--- ABOUT THIS TASK ---
Each record, exactly as written, should be printed again.

--- SUPPLIED INFORMATION ---
________________________________________

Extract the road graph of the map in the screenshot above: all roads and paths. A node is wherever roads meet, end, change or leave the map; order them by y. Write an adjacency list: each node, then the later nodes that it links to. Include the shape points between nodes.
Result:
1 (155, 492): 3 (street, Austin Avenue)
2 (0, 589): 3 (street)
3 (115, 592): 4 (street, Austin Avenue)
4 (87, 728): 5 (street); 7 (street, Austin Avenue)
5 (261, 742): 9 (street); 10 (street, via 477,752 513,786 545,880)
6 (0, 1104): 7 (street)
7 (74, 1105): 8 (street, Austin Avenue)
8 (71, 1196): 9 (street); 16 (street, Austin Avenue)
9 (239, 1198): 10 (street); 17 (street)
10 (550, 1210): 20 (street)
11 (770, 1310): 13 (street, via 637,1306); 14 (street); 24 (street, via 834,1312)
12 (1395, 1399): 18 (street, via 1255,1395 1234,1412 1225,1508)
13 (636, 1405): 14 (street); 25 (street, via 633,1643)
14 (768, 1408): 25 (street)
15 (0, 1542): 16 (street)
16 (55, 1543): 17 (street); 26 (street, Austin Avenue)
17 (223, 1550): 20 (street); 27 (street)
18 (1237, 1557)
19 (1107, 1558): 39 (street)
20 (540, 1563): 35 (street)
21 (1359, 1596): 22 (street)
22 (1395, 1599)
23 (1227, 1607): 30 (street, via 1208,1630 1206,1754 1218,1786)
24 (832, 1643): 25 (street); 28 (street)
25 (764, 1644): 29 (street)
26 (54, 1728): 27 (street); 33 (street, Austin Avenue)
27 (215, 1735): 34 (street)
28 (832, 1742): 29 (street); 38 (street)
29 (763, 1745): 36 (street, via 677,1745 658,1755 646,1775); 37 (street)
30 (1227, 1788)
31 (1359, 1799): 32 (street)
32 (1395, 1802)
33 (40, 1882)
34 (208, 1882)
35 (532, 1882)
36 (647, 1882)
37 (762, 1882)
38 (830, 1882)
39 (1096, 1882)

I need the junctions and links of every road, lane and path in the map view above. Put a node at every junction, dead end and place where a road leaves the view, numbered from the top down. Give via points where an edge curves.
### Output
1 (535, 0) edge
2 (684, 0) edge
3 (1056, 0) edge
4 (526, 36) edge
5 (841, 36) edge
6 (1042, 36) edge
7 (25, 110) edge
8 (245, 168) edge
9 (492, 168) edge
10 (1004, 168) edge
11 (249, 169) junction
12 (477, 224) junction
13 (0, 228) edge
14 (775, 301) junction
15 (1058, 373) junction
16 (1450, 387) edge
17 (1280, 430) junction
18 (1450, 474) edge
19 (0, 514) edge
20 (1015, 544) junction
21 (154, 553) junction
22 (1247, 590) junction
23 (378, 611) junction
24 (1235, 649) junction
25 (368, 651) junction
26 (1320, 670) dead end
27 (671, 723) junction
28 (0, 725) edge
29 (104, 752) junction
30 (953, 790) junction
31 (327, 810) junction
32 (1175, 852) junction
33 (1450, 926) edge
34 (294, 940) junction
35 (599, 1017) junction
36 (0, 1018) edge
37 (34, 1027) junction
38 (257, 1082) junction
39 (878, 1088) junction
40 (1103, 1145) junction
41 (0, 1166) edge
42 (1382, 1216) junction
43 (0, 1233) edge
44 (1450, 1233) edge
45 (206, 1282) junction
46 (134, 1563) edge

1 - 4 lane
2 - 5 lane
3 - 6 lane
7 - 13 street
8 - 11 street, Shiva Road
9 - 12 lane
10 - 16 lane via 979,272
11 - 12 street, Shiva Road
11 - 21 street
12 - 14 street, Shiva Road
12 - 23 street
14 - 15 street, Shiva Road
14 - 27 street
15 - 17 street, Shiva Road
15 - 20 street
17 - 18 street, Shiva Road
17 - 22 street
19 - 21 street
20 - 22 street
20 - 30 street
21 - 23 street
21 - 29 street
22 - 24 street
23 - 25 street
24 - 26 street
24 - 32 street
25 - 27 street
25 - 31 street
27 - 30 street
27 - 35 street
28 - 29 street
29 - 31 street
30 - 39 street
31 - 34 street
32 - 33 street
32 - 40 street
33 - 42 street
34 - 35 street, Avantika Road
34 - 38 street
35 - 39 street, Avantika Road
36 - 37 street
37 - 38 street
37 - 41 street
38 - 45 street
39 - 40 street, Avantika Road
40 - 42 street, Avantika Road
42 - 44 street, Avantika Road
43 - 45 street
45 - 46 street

________________________________________

--- TASK RESPONSE ---
Extract the road graph of the map in the screenshot above: all roads and paths. A node is wherever roads meet, end, change or leave the map; order them by y. Write an adjacency list: each node, then the later nodes that it links to. Include the shape points between nodes.
Result:
1 (155, 492): 3 (street, Austin Avenue)
2 (0, 589): 3 (street)
3 (115, 592): 4 (street, Austin Avenue)
4 (87, 728): 5 (street); 7 (street, Austin Avenue)
5 (261, 742): 9 (street); 10 (street, via 477,752 513,786 545,880)
6 (0, 1104): 7 (street)
7 (74, 1105): 8 (street, Austin Avenue)
8 (71, 1196): 9 (street); 16 (street, Austin Avenue)
9 (239, 1198): 10 (street); 17 (street)
10 (550, 1210): 20 (street)
11 (770, 1310): 13 (street, via 637,1306); 14 (street); 24 (street, via 834,1312)
12 (1395, 1399): 18 (street, via 1255,1395 1234,1412 1225,1508)
13 (636, 1405): 14 (street); 25 (street, via 633,1643)
14 (768, 1408): 25 (street)
15 (0, 1542): 16 (street)
16 (55, 1543): 17 (street); 26 (street, Austin Avenue)
17 (223, 1550): 20 (street); 27 (street)
18 (1237, 1557)
19 (1107, 1558): 39 (street)
20 (540, 1563): 35 (street)
21 (1359, 1596): 22 (street)
22 (1395, 1599)
23 (1227, 1607): 30 (street, via 1208,1630 1206,1754 1218,1786)
24 (832, 1643): 25 (street); 28 (street)
25 (764, 1644): 29 (street)
26 (54, 1728): 27 (street); 33 (street, Austin Avenue)
27 (215, 1735): 34 (street)
28 (832, 1742): 29 (street); 38 (street)
29 (763, 1745): 36 (street, via 677,1745 658,1755 646,1775); 37 (street)
30 (1227, 1788)
31 (1359, 1799): 32 (street)
32 (1395, 1802)
33 (40, 1882)
34 (208, 1882)
35 (532, 1882)
36 (647, 1882)
37 (762, 1882)
38 (830, 1882)
39 (1096, 1882)

I need the junctions and links of every road, lane and path in the map view above. Put a node at every junction, dead end and place where a road leaves the view, numbered from the top down. Give via points where an edge curves.
### Output
1 (535, 0) edge
2 (684, 0) edge
3 (1056, 0) edge
4 (526, 36) edge
5 (841, 36) edge
6 (1042, 36) edge
7 (25, 110) edge
8 (245, 168) edge
9 (492, 168) edge
10 (1004, 168) edge
11 (249, 169) junction
12 (477, 224) junction
13 (0, 228) edge
14 (775, 301) junction
15 (1058, 373) junction
16 (1450, 387) edge
17 (1280, 430) junction
18 (1450, 474) edge
19 (0, 514) edge
20 (1015, 544) junction
21 (154, 553) junction
22 (1247, 590) junction
23 (378, 611) junction
24 (1235, 649) junction
25 (368, 651) junction
26 (1320, 670) dead end
27 (671, 723) junction
28 (0, 725) edge
29 (104, 752) junction
30 (953, 790) junction
31 (327, 810) junction
32 (1175, 852) junction
33 (1450, 926) edge
34 (294, 940) junction
35 (599, 1017) junction
36 (0, 1018) edge
37 (34, 1027) junction
38 (257, 1082) junction
39 (878, 1088) junction
40 (1103, 1145) junction
41 (0, 1166) edge
42 (1382, 1216) junction
43 (0, 1233) edge
44 (1450, 1233) edge
45 (206, 1282) junction
46 (134, 1563) edge

1 - 4 lane
2 - 5 lane
3 - 6 lane
7 - 13 street
8 - 11 street, Shiva Road
9 - 12 lane
10 - 16 lane via 979,272
11 - 12 street, Shiva Road
11 - 21 street
12 - 14 street, Shiva Road
12 - 23 street
14 - 15 street, Shiva Road
14 - 27 street
15 - 17 street, Shiva Road
15 - 20 street
17 - 18 street, Shiva Road
17 - 22 street
19 - 21 street
20 - 22 street
20 - 30 street
21 - 23 street
21 - 29 street
22 - 24 street
23 - 25 street
24 - 26 street
24 - 32 street
25 - 27 street
25 - 31 street
27 - 30 street
27 - 35 street
28 - 29 street
29 - 31 street
30 - 39 street
31 - 34 street
32 - 33 street
32 - 40 street
33 - 42 street
34 - 35 street, Avantika Road
34 - 38 street
35 - 39 street, Avantika Road
36 - 37 street
37 - 38 street
37 - 41 street
38 - 45 street
39 - 40 street, Avantika Road
40 - 42 street, Avantika Road
42 - 44 street, Avantika Road
43 - 45 street
45 - 46 street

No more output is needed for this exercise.